Supplied material

┌──

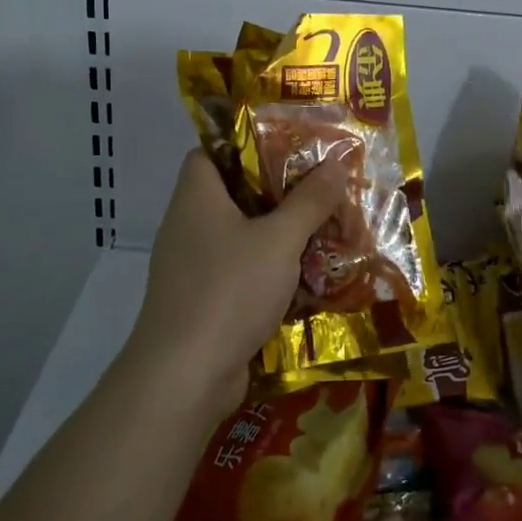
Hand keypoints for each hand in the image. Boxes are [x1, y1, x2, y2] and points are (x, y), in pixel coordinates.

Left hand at [124, 149, 349, 421]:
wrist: (185, 376)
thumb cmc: (229, 289)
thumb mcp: (279, 239)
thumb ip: (309, 201)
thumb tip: (336, 165)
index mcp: (196, 197)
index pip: (210, 152)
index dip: (244, 144)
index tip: (287, 147)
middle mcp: (187, 226)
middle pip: (232, 195)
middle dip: (277, 194)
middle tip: (319, 190)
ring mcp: (191, 268)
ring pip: (240, 238)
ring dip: (277, 237)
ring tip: (321, 232)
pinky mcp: (202, 303)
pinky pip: (239, 274)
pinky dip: (268, 273)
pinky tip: (304, 279)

└──

Problem details
Count the lines in the listing above that include the word "thumb". Reply with the number only.

Your response
4